[Saved entries]
━━━━

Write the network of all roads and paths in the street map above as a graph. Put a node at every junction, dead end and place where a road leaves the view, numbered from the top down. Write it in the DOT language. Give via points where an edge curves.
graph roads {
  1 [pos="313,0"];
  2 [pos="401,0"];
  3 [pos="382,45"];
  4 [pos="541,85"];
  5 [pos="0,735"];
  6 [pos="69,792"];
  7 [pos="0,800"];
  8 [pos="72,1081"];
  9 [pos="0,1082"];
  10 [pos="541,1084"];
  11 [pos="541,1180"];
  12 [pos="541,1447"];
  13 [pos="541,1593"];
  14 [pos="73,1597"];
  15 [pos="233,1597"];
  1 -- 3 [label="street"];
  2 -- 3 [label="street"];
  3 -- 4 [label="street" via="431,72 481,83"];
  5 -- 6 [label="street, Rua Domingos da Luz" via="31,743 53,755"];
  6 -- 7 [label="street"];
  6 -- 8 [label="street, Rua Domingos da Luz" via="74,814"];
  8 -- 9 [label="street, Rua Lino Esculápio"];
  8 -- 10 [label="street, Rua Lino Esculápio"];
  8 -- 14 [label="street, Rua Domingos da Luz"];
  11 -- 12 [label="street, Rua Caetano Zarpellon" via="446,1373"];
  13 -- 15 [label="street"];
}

━━━━

» What to do: What is needed is an exact restatement of every record above.

» Reply:
Write the network of all roads and paths in the street map above as a graph. Put a node at every junction, dead end and place where a road leaves the view, numbered from the top down. Write it in the DOT language. Give via points where an edge curves.
graph roads {
  1 [pos="313,0"];
  2 [pos="401,0"];
  3 [pos="382,45"];
  4 [pos="541,85"];
  5 [pos="0,735"];
  6 [pos="69,792"];
  7 [pos="0,800"];
  8 [pos="72,1081"];
  9 [pos="0,1082"];
  10 [pos="541,1084"];
  11 [pos="541,1180"];
  12 [pos="541,1447"];
  13 [pos="541,1593"];
  14 [pos="73,1597"];
  15 [pos="233,1597"];
  1 -- 3 [label="street"];
  2 -- 3 [label="street"];
  3 -- 4 [label="street" via="431,72 481,83"];
  5 -- 6 [label="street, Rua Domingos da Luz" via="31,743 53,755"];
  6 -- 7 [label="street"];
  6 -- 8 [label="street, Rua Domingos da Luz" via="74,814"];
  8 -- 9 [label="street, Rua Lino Esculápio"];
  8 -- 10 [label="street, Rua Lino Esculápio"];
  8 -- 14 [label="street, Rua Domingos da Luz"];
  11 -- 12 [label="street, Rua Caetano Zarpellon" via="446,1373"];
  13 -- 15 [label="street"];
}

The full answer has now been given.